Par ailleurs, les réunions d’une heure à Paris ou Londres feront partie du passé, s’accordent à penser plusieurs managers de ces grands cabinets. Testée par la force des choses, la vidéoconférence, autrefois boudée, va désormais prévaloir sur la perte d’une journée de transport et de centaines d’euros de déplacement.


Assistance légale pro bono

Plusieurs de ces cabinets d’affaires en ont profité pour fournir une assistance pro bono aux entreprises, via la mise en place d’une task force externe et/ou interne dédiée au Covid-19, préparant des notes, des newsletters, des approfondissements mis à jour continuellement. L’Avvocato Rosario Zacca, Co-Managing Partner du cabinet Gianni, Origoni, Grippo, Cappelli & Partners, l’a pensé comme une “activité de services, [les entreprises] étaient en difficulté comme nous, nous l’avons pensé sans but lucratif dans la période initiale”. En particulier Dentons, présent dans la plupart des pays du monde, a lancé des task force Covid-19 dans pratiquement tous ces pays. « C’est une preuve de grande maturité et de grande disponibilité », renchérit l’Avvocato Giuseppe Catalano, secrétaire du Conseil d’Administration d’Assicurazioni Generali, questionné sur la perception par les entreprises de cette aide fournie par certains cabinets d’avocats.
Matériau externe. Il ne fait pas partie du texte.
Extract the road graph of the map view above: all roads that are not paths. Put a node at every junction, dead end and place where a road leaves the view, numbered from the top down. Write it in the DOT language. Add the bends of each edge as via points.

Une preuve de maturité des relations avec les partners qui « certainement sera reconnue dans le futur », ceux qui ont donné un coup de main en ces moments difficiles, seront sollicités ensuite.
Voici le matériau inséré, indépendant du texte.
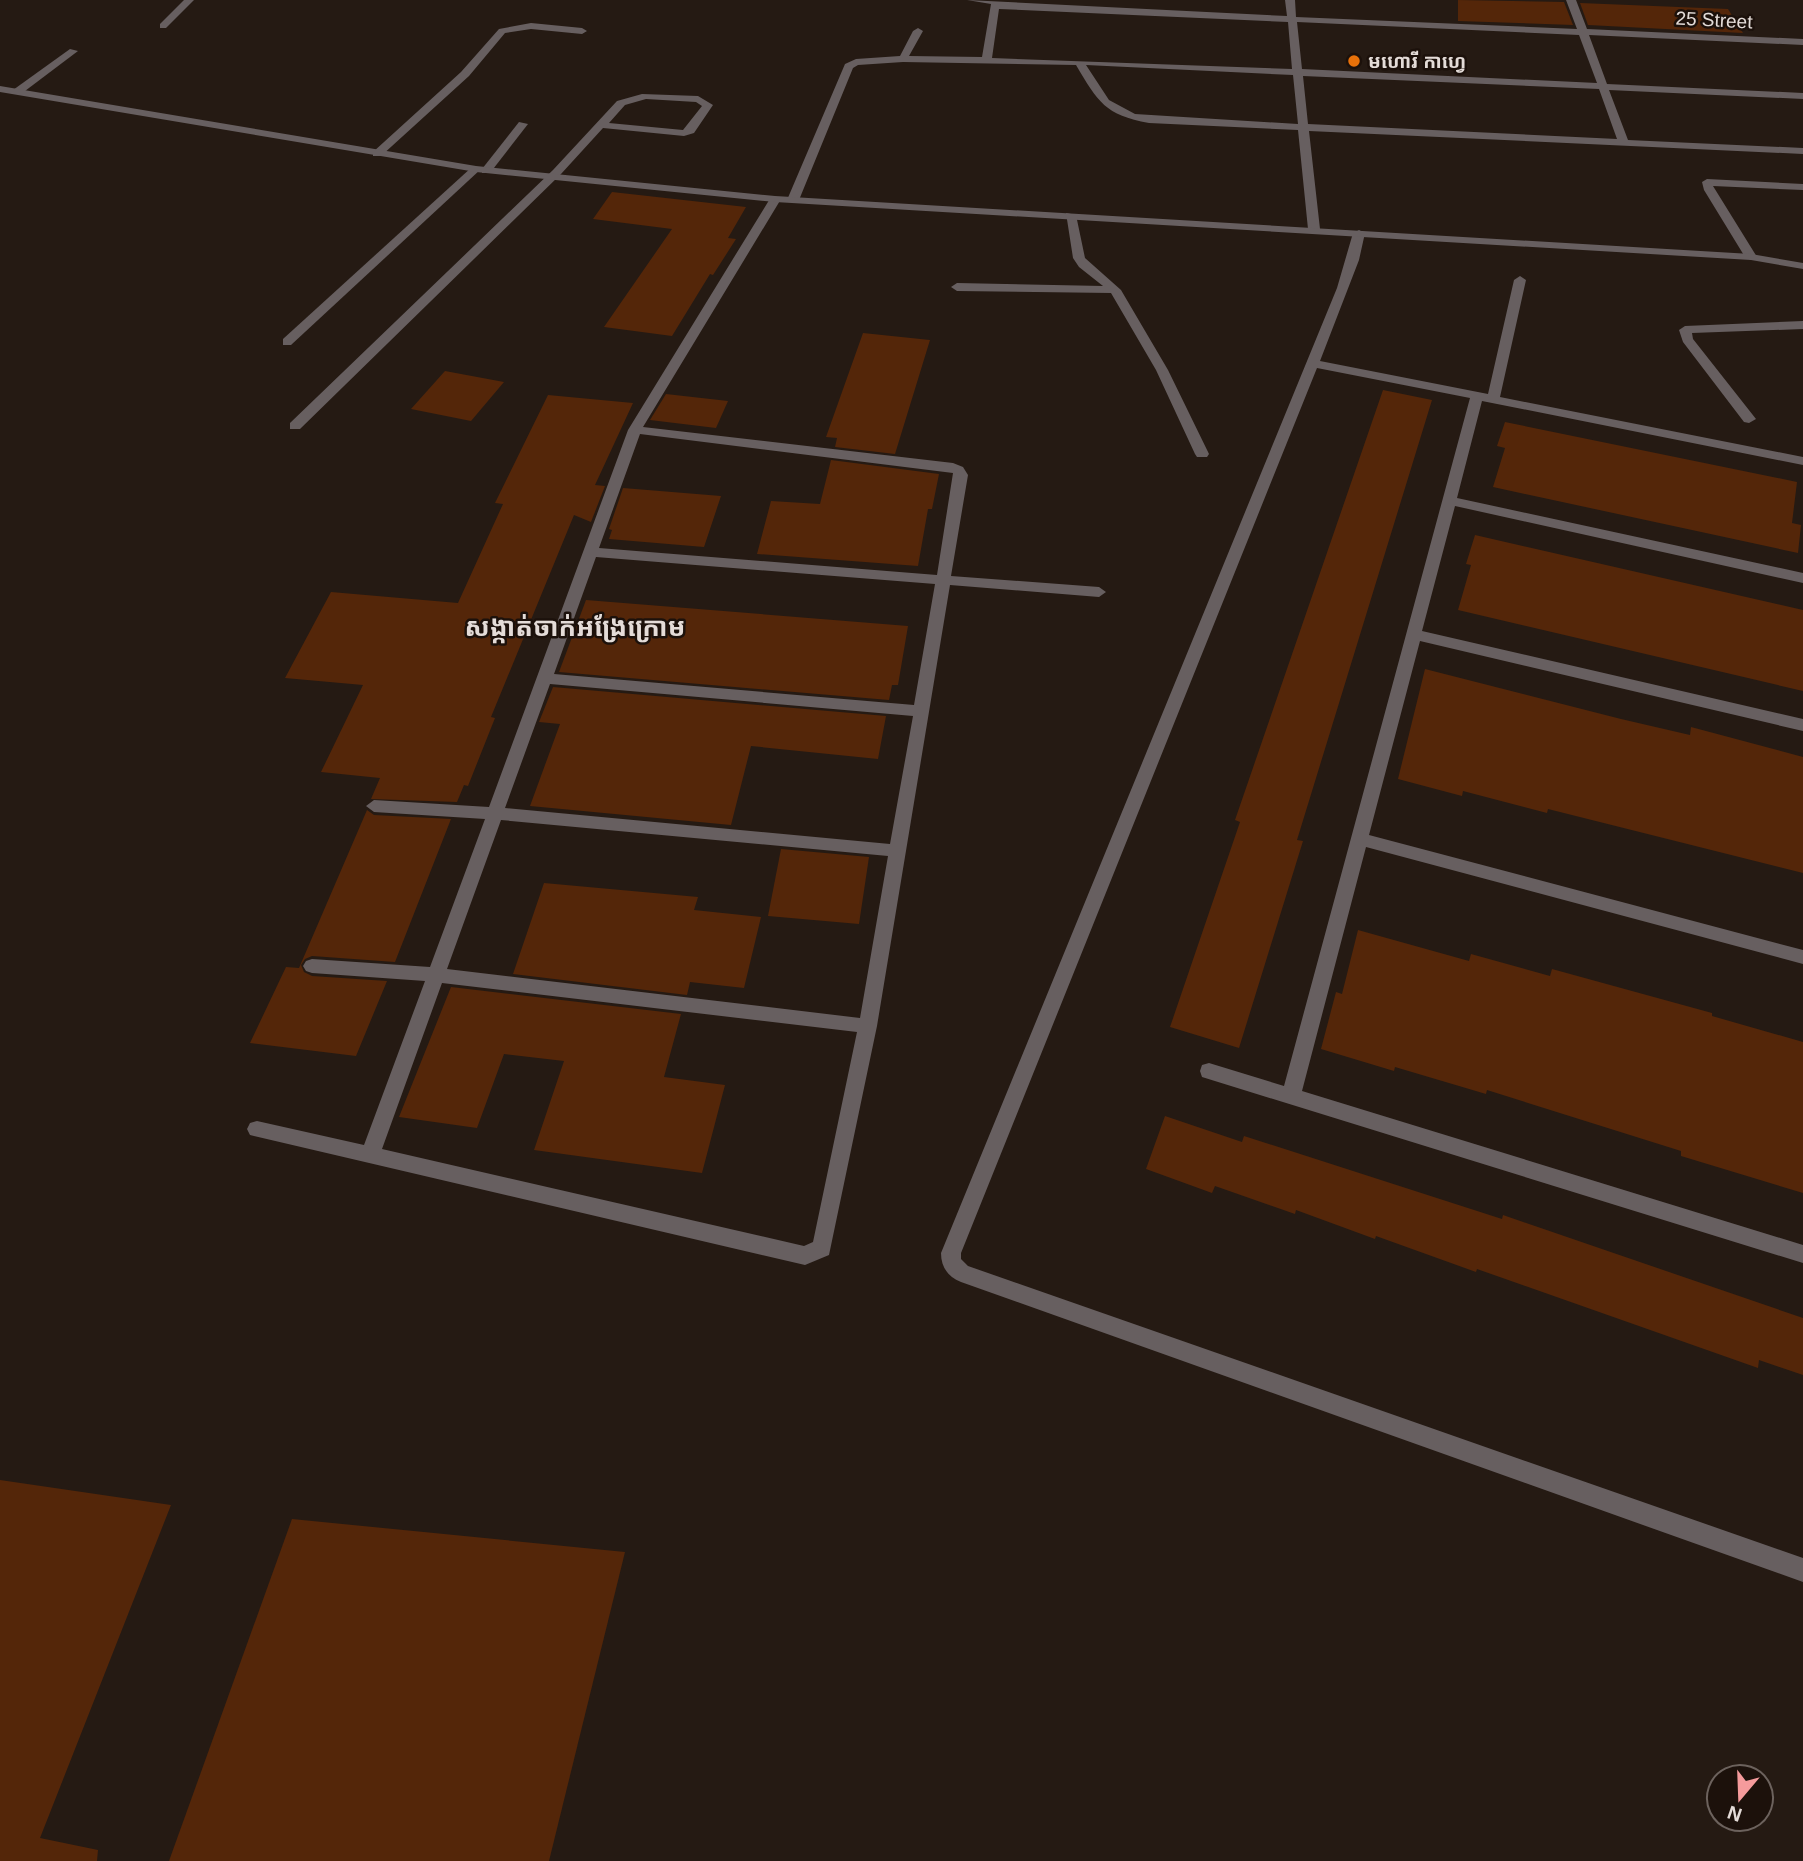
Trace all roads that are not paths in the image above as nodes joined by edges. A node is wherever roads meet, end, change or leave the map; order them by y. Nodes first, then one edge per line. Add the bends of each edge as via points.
1 (189, 0) edge
2 (972, 0) edge
3 (1290, 0) edge
4 (1571, 0) edge
5 (995, 2) edge
6 (1292, 19) junction
7 (163, 26) dead end
8 (918, 31) dead end
9 (1583, 31) junction
10 (582, 32) dead end
11 (1803, 42) edge
12 (73, 51) dead end
13 (903, 59) junction
14 (987, 60) junction
15 (1079, 62) junction
16 (1296, 72) junction
17 (1605, 88) junction
18 (0, 89) edge
19 (17, 92) junction
20 (1803, 96) edge
21 (523, 124) dead end
22 (601, 125) junction
23 (1303, 128) junction
24 (1624, 144) junction
25 (1803, 151) edge
26 (377, 154) junction
27 (481, 170) junction
28 (549, 178) junction
29 (1803, 187) edge
30 (775, 199) junction
31 (793, 200) junction
32 (1070, 215) junction
33 (1314, 229) junction
34 (1359, 233) junction
35 (1751, 257) junction
36 (1803, 266) edge
37 (1520, 280) dead end
38 (957, 287) dead end
39 (1115, 290) junction
40 (1803, 325) edge
41 (287, 342) dead end
42 (1312, 363) junction
43 (1485, 398) junction
44 (1749, 419) dead end
45 (295, 426) dead end
46 (635, 430) junction
47 (1202, 454) dead end
48 (1803, 461) edge
49 (1449, 501) junction
50 (591, 552) junction
51 (1803, 578) edge
52 (944, 579) junction
53 (1099, 592) dead end
54 (1413, 634) junction
55 (545, 678) junction
56 (922, 711) junction
57 (1803, 725) edge
58 (374, 806) dead end
59 (495, 813) junction
60 (1359, 839) junction
61 (898, 851) junction
62 (1803, 957) edge
63 (312, 966) dead end
64 (437, 975) junction
65 (868, 1026) junction
66 (1209, 1071) dead end
67 (1291, 1096) junction
68 (257, 1129) dead end
69 (371, 1154) junction
70 (1803, 1254) edge
71 (1803, 1570) edge

1 - 7 street
2 - 5 street, 25 Street
3 - 6 street
4 - 9 street
5 - 6 street, 25 Street
5 - 14 street
6 - 9 street, 25 Street
6 - 16 street
8 - 13 street
9 - 11 street, 25 Street
9 - 17 street
10 - 26 street via 524,27 502,31 466,74
12 - 19 street
13 - 14 street
13 - 31 street via 849,66
14 - 15 street
15 - 16 street
15 - 23 street via 1108,107 1124,116
16 - 17 street
16 - 23 street
17 - 20 street
17 - 24 street
18 - 19 street
19 - 26 street
21 - 27 street
22 - 22 street via 626,99 698,99 708,105 684,133
22 - 28 street
23 - 24 street
23 - 33 street
24 - 25 street
26 - 27 street
27 - 28 street
27 - 41 street
28 - 30 street
28 - 45 street
29 - 35 street via 1707,182
30 - 31 street
30 - 46 street
31 - 32 street
32 - 33 street
32 - 39 street via 1083,265
33 - 34 street
34 - 35 street
34 - 42 street via 1353,260
35 - 36 street
37 - 43 street
38 - 39 street
39 - 47 street via 1162,370
40 - 44 street via 1685,330 1687,339
42 - 43 street
42 - 71 street via 951,1262 961,1273
43 - 48 street
43 - 49 street
46 - 50 street
46 - 52 street via 958,470 961,475
49 - 51 street
49 - 54 street
50 - 52 street
50 - 55 street
52 - 53 street
52 - 56 street
54 - 57 street
54 - 60 street
55 - 56 street
55 - 59 street
56 - 61 street
58 - 59 street
59 - 61 street
59 - 64 street
60 - 62 street
60 - 67 street
61 - 65 street
63 - 64 street
64 - 65 street
64 - 69 street
65 - 69 street via 822,1248 805,1256
66 - 67 street
67 - 70 street
68 - 69 street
Impact sur les avocats « associates » et le personnel

Les Associates, ou avocats collaborateurs, sont profession libérale (« partita IVA » dans le jargon italien). Seul le staff (secrétaires, personnel administratif et financier) est salarié. Les Partners de ces grands cabinets d’affaires ont été interrogés sur leurs intentions quant au maintien de leurs avocats et de leur rémunération. Certains cabinets ont suspendu le versement des bonus de compétence de l’année 2019, mais affirment qu’ils seront quoi qu’il en soit payés. L’Avvocato Carta Mantiglia a indiqué que « nos avocats sont l’unique asset que nous avons, nous n’avons aucune intention de nous priver d’eux ni de notre staff pour toute l’année 2020. La policy du cabinet [BonelliErede] est très claire ». Pour l’Avvocato Troisi, « le capital humain est un bien suprême à préserver » et va jusqu’à affirmer que devrait être éliminée la précision de l’absence de mesures pour « cette année ». Cela serait « éthiquement inacceptable et stupide d’un point de vue du capital humain ». Quant à l’Avvocato Sutti di Dentons « en règle générale, l’idée est de sauver le capital humain sur lequel nous avons misé ».
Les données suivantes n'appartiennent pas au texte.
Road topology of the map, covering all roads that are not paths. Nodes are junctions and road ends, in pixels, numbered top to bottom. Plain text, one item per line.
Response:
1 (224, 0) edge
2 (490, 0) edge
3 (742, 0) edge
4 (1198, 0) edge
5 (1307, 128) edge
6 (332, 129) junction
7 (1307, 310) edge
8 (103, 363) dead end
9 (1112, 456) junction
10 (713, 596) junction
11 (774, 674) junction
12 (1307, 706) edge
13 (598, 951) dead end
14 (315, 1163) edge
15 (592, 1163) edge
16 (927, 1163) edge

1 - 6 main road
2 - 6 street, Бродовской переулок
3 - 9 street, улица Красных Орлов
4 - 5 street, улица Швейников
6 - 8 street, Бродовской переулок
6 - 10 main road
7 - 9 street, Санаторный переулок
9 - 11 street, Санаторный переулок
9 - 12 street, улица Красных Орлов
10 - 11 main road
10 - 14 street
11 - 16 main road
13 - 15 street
Une aubaine pour les femmes ?

L’Avvocato Gattai a tenu à faire remarquer que ce télétravail forcé sera selon lui une aide aux carrières des femmes avocates. Si le télétravail fonctionne, « je ne me sentirai plus de demander à une femme de rester jusqu’à 21h au cabinet, si elle peut tranquillement travailler de chez elle ». En effet, il déplore la constatation de la très faible proportion de femmes associées dans tous ces cabinets d’avocats d’affaires. L’Avvocato Consoli a également évoqué les parités d’accès aux carrières professionnelles et de ce « choc » pour affirmer que l’on peut travailler différemment. La parité au niveau de la partnership dans les cabinets d’affaires, nous n’y sommes pas encore, peut-être que le Covid-19 contribuera à une évolution positive en ce sens.

Ce webinar, ayant attiré plus de 260 auditeurs, concernait des grandes réalités de cabinets d’avocats d’affaires italiens et internationaux, souvent full services, disposant de ressources importantes.